In: Accounting
1. a. Explain how MUS applies to auditing of sales and collections.
b. Describe the advantages and disadvantages of MUS versus classical variables sampling.
Classical variables sampling considers each record as a sampling unit. Therefore each record has an equal chance of being selected for the sample, unlike MUS, which favours higher dollar value records. MUS treat each dollar as a sampling unit. While MUS is best used in situations where there are few expected errors
Monetary unit sampling
Uses attribute-sampling theory to express a conclusion in dollar amounts rather than as a rate of occurrence; designed primarily to test for overstatement errors
Advantages of MUS
1. When small number of differences expected, usually results in
a smaller sample size than classical variable sampling
2. Automatically results in a stratified sample because items are
selected in proportion to their dollar amounts (when applied using
probability-proportional-to-size sample selection procedure)
3. Does not require assumptions about distribution of
misstatements
Disadvantages of MUS
1. Selection of zero or negative balances requires special
design consideration
2. MUS assumes that the audited amount of the sample item is not in
error by more than 100%
3. When more than one or two misstatements are detected using an
MUS approach, the sample results calculations may overstate the
allowance for sampling risk
Steps in MUS
Planning
1. Determine the test objectives
2. Define the population characteristics
a. Define the population
b. Define the sampling unit
c. Define the misstatement
3. Determine the sample size, using the following inputs:
a. The desired confidence level or risk of incorrect
acceptance
b. The tolerable misstatement
c. The expected population misstatement
d. Population size
Performance
4. Select sample items
5. Perform the auditing procedures:
a.
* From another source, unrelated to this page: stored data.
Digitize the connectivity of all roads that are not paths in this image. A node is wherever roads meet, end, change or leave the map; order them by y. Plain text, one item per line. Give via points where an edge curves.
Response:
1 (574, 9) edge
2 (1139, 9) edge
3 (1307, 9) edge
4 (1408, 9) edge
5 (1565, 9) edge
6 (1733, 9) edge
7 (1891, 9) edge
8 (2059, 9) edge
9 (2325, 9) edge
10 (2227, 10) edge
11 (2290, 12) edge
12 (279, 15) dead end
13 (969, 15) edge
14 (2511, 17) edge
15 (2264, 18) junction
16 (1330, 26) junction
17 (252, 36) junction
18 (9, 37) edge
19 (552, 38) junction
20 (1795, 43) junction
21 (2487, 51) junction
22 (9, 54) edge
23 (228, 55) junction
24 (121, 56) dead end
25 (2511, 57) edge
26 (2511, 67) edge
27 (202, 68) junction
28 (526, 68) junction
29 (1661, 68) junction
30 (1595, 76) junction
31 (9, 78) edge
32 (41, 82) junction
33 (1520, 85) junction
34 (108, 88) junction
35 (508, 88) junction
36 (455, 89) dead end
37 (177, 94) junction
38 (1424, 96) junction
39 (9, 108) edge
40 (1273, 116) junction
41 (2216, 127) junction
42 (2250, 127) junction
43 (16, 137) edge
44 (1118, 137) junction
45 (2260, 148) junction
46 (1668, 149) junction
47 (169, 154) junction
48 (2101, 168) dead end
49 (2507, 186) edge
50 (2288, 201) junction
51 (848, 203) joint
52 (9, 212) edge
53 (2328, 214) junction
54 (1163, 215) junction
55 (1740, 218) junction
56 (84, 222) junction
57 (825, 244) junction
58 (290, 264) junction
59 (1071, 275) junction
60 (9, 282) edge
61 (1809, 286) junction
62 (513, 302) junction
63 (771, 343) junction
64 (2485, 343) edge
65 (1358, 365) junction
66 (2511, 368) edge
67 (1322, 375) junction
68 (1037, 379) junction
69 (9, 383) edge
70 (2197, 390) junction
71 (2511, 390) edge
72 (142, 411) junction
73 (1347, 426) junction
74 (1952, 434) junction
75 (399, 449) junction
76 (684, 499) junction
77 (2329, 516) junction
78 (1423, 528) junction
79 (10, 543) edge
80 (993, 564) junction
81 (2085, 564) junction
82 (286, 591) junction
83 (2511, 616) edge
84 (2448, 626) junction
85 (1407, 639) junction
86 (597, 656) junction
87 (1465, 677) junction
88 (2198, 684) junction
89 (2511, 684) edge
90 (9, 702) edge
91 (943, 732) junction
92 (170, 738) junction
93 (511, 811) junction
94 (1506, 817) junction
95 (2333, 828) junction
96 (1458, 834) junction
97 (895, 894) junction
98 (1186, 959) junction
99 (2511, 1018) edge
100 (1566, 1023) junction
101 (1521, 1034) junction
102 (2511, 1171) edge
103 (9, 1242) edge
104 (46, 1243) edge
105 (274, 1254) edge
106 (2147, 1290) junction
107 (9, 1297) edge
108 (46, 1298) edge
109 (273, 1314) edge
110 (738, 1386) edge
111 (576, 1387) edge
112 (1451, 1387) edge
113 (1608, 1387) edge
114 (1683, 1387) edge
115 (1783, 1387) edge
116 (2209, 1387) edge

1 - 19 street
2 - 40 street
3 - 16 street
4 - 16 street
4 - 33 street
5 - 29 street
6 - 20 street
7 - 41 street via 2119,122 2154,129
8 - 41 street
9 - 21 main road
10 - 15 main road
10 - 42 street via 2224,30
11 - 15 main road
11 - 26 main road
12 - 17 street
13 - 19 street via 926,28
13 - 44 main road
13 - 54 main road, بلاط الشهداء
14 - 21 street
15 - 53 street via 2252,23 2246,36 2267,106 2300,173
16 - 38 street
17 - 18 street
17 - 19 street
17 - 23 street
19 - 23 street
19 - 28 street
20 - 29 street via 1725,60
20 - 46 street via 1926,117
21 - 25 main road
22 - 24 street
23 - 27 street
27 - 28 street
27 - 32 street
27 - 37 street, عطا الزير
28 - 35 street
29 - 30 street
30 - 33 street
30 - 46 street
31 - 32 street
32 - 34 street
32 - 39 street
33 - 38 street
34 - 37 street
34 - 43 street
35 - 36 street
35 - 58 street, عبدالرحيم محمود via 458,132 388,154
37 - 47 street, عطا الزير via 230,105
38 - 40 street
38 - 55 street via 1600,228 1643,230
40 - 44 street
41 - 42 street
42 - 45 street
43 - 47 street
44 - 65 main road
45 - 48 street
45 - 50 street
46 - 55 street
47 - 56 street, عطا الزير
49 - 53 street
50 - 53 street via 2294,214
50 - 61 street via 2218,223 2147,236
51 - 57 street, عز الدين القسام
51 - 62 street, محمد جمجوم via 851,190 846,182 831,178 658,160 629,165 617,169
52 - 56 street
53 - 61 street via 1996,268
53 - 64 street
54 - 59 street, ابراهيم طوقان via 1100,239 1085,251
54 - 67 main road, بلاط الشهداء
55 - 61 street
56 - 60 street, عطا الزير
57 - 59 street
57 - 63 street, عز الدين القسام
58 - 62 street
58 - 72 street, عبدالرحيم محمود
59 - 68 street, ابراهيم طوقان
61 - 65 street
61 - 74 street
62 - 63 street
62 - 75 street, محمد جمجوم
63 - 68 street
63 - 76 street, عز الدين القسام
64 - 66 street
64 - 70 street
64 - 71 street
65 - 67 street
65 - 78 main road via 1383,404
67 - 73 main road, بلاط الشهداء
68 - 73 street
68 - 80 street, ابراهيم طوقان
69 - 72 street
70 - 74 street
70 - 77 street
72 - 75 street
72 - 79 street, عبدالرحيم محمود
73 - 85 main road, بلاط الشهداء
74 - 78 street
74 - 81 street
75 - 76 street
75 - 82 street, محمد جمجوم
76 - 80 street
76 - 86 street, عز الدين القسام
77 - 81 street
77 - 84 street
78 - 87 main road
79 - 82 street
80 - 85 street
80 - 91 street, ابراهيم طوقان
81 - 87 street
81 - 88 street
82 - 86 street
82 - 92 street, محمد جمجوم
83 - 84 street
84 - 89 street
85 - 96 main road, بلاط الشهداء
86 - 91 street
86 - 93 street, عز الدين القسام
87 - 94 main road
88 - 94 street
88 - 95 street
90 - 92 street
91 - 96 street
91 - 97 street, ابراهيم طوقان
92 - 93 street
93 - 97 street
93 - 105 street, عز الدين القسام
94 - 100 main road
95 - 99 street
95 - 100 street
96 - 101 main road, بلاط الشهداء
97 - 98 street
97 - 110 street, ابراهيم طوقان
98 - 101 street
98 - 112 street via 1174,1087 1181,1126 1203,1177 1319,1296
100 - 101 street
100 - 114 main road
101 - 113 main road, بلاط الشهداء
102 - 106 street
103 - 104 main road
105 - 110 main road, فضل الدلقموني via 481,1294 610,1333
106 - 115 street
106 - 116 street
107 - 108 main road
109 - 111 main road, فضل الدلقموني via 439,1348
Understand and analyze any misstatements observed
Evaluation
6. Calculate the projected misstatement and the upper limit on
misstatement
7. Draw final conclusions
Advantages of Classical variable Sampling
1. When larger number of differences expected, usually results
in smaller sample size than monetary-unit sampling
2. Effective for both overstatements and understatements
3. Selection of zero balances usually doesn't require special
sample design considerations
Disadvantages of classical variable sampling
1. Some classical variable sampling techniques do not work well
when little to no misstatement is expected
2. To determine sample size, auditor must estimate the standard
deviation
3. If few misstatements detected, true variance tends to be
underestimated (therefore, projected misstatements and related
confidence limits unreliable)
How MUS applies to sales and collection cycle
The sales and collections cycle in a business refers to the set of processes that begin when a customer purchases goods or services and ends when the company receives complete payment for the purchase. As part of the year-end audit of a company's financial statements, external accountants test sales transactions and the internal controls over those transactions to ensure that the company is not materially misstating its revenues or accounts receivable.
Test of Controls
An auditor tests the controls the company has set up for the sales cycle to determine how strong and reliable they are. If they are strong, the auditor can reduce the amount of transaction testing he must do. Common internal controls over the sales cycle include numbered sales invoices, purchase order authorization over a certain limit and authorization over receivables write-offs. The auditor selects a random sample of transactions and examines the related purchase orders, invoices and customer statements. If the control being tested is numbered sales invoices, for example, the auditor ensures that all numbers in a section are accounted for and that none are missing. If the control is that all purchase orders are approved by management, the auditor checks for a manager's signature on each document. If control errors are found, the auditor increases the amount of transactional testing he must do.
Fraud
The purpose of an external financial statement audit is to provide assurance on the numbers and not to uncover employee or owner fraud. However, many of the sales cycle audit procedures can lead to the discovery of fraud. A common employee scheme is to steal customer payments and write them off in the accounting system so that the receivable no longer shows. If an employee has access to both the accounting system and the incoming mail, the auditor spends more time reviewing receivable write-offs to ensure that they were authorized and legitimate. A review of purchase orders often can uncover another common fraud where an employee creates sales to fictitious companies and steals the product.
Internal Auditing
A company also can audit its own procedures and transactions to ensure that controls are strong and effective. An internal audit is more likely to focus on employee fraud, and internal auditors design controls over processes that thwart the opportunity for it. Sales cycle examples include separating job duties that otherwise would allow theft and cover-up and implementing a mandatory vacation policy so fraud schemes cannot be maintained on a daily basis.